At the macroeconomic level, the rise in interest rates and the strengthening of the US dollar made risk assets less attractive, in general. For example, global fintech declined more than 50% and some large-cap tech companies declined by over 60%. As equity valuations dropped, marginal investment decisions like crypto became less attractive to investors.
Still, we think the long-term outlook for digital assets is positive for a few reasons.
- Venture capital investment in digital assets reached an all-time high of $32 billion in 2022, which was 11% greater than the prior year.

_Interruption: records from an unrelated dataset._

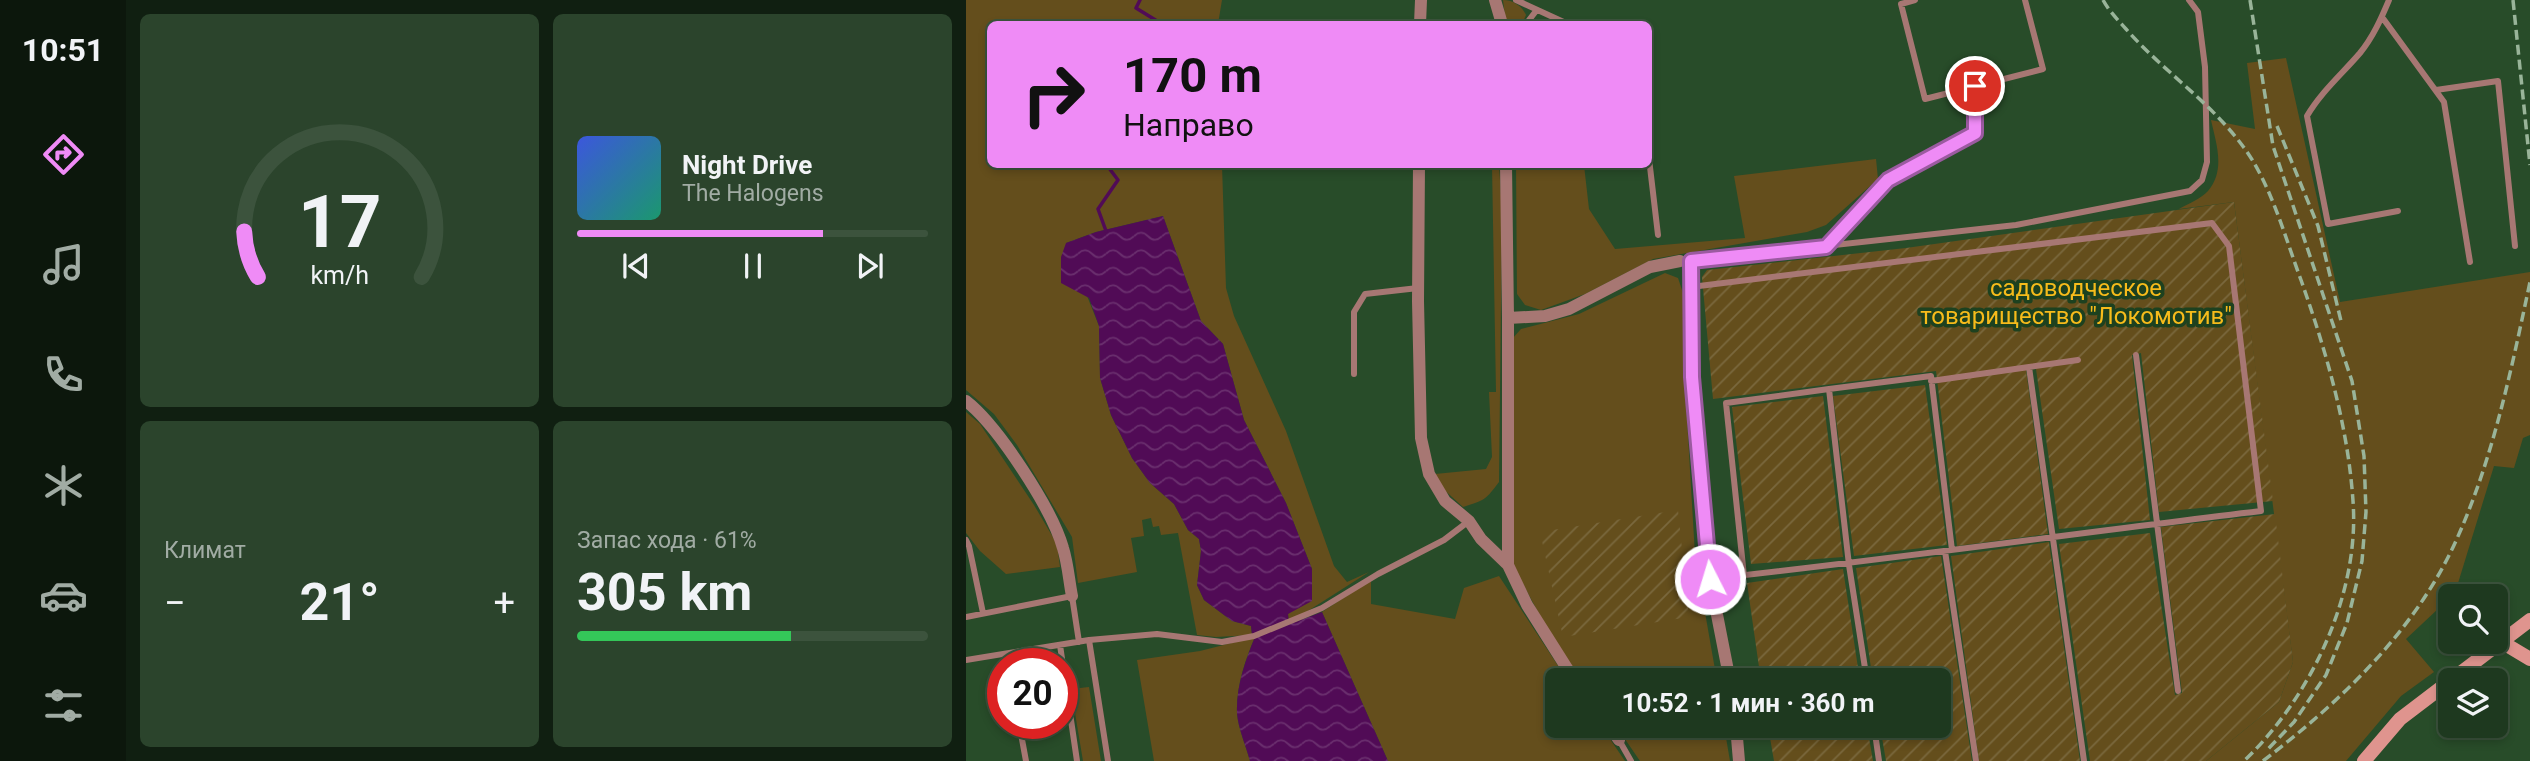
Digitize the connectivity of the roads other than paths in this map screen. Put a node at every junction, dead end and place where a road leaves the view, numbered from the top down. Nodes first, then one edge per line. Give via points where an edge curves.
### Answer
1 (1421, 0) edge
2 (1495, 0) edge
3 (1516, 0) edge
4 (1915, 0) edge
5 (2025, 0) edge
6 (2189, 0) edge
7 (2389, 0) edge
8 (1536, 11) junction
9 (2382, 17) junction
10 (1420, 21) edge
11 (1501, 21) edge
12 (1528, 21) edge
13 (1561, 21) edge
14 (1975, 86) junction
15 (2435, 90) junction
16 (1419, 168) edge
17 (1506, 168) edge
18 (1650, 168) edge
19 (2398, 211) dead end
20 (1658, 235) dead end
21 (2515, 246) dead end
22 (1826, 247) junction
23 (1686, 261) junction
24 (2470, 262) dead end
25 (1691, 287) junction
26 (1418, 288) junction
27 (1508, 318) junction
28 (2136, 355) dead end
29 (2078, 360) dead end
30 (2029, 367) junction
31 (1354, 374) dead end
32 (1931, 381) junction
33 (1829, 389) junction
34 (966, 401) edge
35 (1469, 521) junction
36 (2157, 523) junction
37 (2054, 536) junction
38 (966, 540) edge
39 (1948, 551) junction
40 (1508, 565) junction
41 (1849, 565) junction
42 (1744, 576) junction
43 (1710, 579) junction
44 (1072, 596) junction
45 (983, 613) junction
46 (966, 617) edge
47 (2530, 620) edge
48 (2508, 635) edge
49 (1089, 640) junction
50 (1079, 642) junction
51 (1060, 645) junction
52 (2508, 646) edge
53 (1040, 648) edge
54 (2483, 654) edge
55 (987, 656) edge
56 (2530, 659) edge
57 (966, 660) edge
58 (1567, 668) edge
59 (1727, 668) edge
60 (1865, 668) edge
61 (2178, 691) dead end
62 (1737, 738) edge
63 (1876, 738) edge
64 (1022, 739) edge
65 (1619, 740) edge
66 (1026, 761) edge
67 (1077, 761) edge
68 (1108, 761) edge
69 (1632, 761) edge
70 (1739, 761) edge
71 (1879, 761) edge
72 (1976, 761) edge
73 (2084, 761) edge
74 (2364, 761) edge

1 - 10 street
2 - 11 street
3 - 8 lane
4 - 14 lane via 1901,4 1925,99
5 - 14 lane via 2043,69
6 - 22 lane via 2198,12 2205,67 2207,162 2202,180 2190,191 2016,225
7 - 9 lane
8 - 12 lane
8 - 13 lane
9 - 15 lane
9 - 19 lane via 2360,52 2307,116 2328,223
14 - 22 lane via 1975,133 1888,180
15 - 21 lane via 2498,81
15 - 24 lane via 2444,102
16 - 26 street
17 - 27 street
18 - 20 lane
22 - 23 lane
23 - 25 lane
23 - 27 street via 1650,267 1556,314
25 - 36 lane via 2212,223 2229,246 2261,511
25 - 43 lane via 1692,377
26 - 31 lane via 1365,294 1354,312
26 - 35 street via 1421,438 1426,462 1445,501
27 - 40 street
28 - 36 lane
29 - 30 lane
30 - 32 lane
30 - 37 lane
32 - 33 lane via 1931,376
32 - 39 lane
33 - 41 lane
33 - 42 lane via 1726,403
34 - 44 street via 993,429 1052,519 1064,550
35 - 40 street
35 - 49 lane via 1444,540 1322,608 1254,636 1222,642 1157,634
36 - 37 lane
36 - 61 lane
37 - 39 lane
37 - 73 lane
38 - 45 lane
39 - 41 lane
39 - 72 lane
40 - 58 street
41 - 42 lane
41 - 60 lane
42 - 43 lane
43 - 59 street
44 - 45 lane
44 - 50 lane
45 - 46 lane
47 - 48 street
49 - 50 lane
49 - 68 lane
50 - 51 lane
51 - 53 lane
51 - 67 lane
52 - 56 street
54 - 74 street via 2400,719
55 - 57 lane
62 - 70 street
63 - 71 lane
64 - 66 lane
65 - 69 lane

With this capital, venture capitalists and developers continue to expand the infrastructure upon which new applications are being built, and these applications will drive future user adoption.
- The number of global crypto users increased nearly 40%, from 306 million in January 2022 to 425 million in December 2022, according to Crypto.com.
- With the focus of digital asset adoption primarily on emerging markets and younger generations, there continues to be a large opportunity set within the wealthiest countries and older generations who have yet to invest in these assets.
While blockchain technology is remarkably robust (the bitcoin network has no effective downtime, nor has it ever been hacked), the broader crypto ecology has potential failure points that could extend this Crypto Winter. Many of these failure points are where the crypto ecosystem interfaces with the rest of the world. Investment firms are having more difficulty finding counterparties. Namely, there are few US commercial banks, accounting auditors, and web hosting providers, and only one dominant global spot exchange remaining to serve the global digital assets community. The failure of any of these entities or any retrenchment from providing these support services pose material risks to the broader ecosystem. Addressing these critical failure points is crucial for long-term growth. The regulatory environment in the United States also remains a significant concern. Finally, since all digital assets are risk assets, any macro risks that apply to risk assets also apply to digital assets.
When will the Winter end? It’s difficult to predict exactly when this Crypto Winter will end, but without further shocks, we suspect digital assets will recover alongside other risk assets. Regardless of market action, 2022 was a foundational year for continued investment and technology development. For investors with a long-term time horizon and a tolerance for volatility, the downturn in crypto prices has increased the attractiveness of public and private digital asset valuations. A modest allocation at these valuation levels may make sense for some investors with sufficient liquidity and a long enough time horizon to ride out the volatility inherent in a nascent technology.